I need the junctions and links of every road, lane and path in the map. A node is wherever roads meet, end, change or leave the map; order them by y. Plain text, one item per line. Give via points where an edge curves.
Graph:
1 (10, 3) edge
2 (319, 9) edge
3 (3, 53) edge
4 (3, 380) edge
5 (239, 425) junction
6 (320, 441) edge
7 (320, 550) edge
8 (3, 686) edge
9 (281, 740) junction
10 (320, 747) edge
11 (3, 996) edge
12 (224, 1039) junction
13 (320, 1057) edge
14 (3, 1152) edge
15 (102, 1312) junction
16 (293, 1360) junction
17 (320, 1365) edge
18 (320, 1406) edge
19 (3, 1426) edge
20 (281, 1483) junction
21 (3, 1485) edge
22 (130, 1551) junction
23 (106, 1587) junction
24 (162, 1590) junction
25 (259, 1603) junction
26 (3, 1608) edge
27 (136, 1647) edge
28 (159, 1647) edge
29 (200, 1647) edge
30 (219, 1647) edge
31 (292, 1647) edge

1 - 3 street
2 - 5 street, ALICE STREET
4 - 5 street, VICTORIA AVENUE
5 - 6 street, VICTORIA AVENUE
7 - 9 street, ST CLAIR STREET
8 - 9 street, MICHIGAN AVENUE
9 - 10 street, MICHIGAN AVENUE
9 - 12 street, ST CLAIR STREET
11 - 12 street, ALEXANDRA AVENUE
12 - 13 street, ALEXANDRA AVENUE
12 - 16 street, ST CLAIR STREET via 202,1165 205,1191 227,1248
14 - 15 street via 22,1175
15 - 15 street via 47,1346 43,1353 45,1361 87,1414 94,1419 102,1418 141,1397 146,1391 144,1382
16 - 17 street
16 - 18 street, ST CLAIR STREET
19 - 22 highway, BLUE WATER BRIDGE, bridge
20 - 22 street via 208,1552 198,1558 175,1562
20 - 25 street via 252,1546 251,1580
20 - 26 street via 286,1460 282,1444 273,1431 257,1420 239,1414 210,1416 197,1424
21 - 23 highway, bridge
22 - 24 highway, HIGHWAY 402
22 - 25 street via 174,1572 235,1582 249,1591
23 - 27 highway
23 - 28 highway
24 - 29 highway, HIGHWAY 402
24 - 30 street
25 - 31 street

_Problem description_
For every line above that includes the word "MICHIGAN", return the line.

_Task response_
8 - 9 street, MICHIGAN AVENUE
9 - 10 street, MICHIGAN AVENUE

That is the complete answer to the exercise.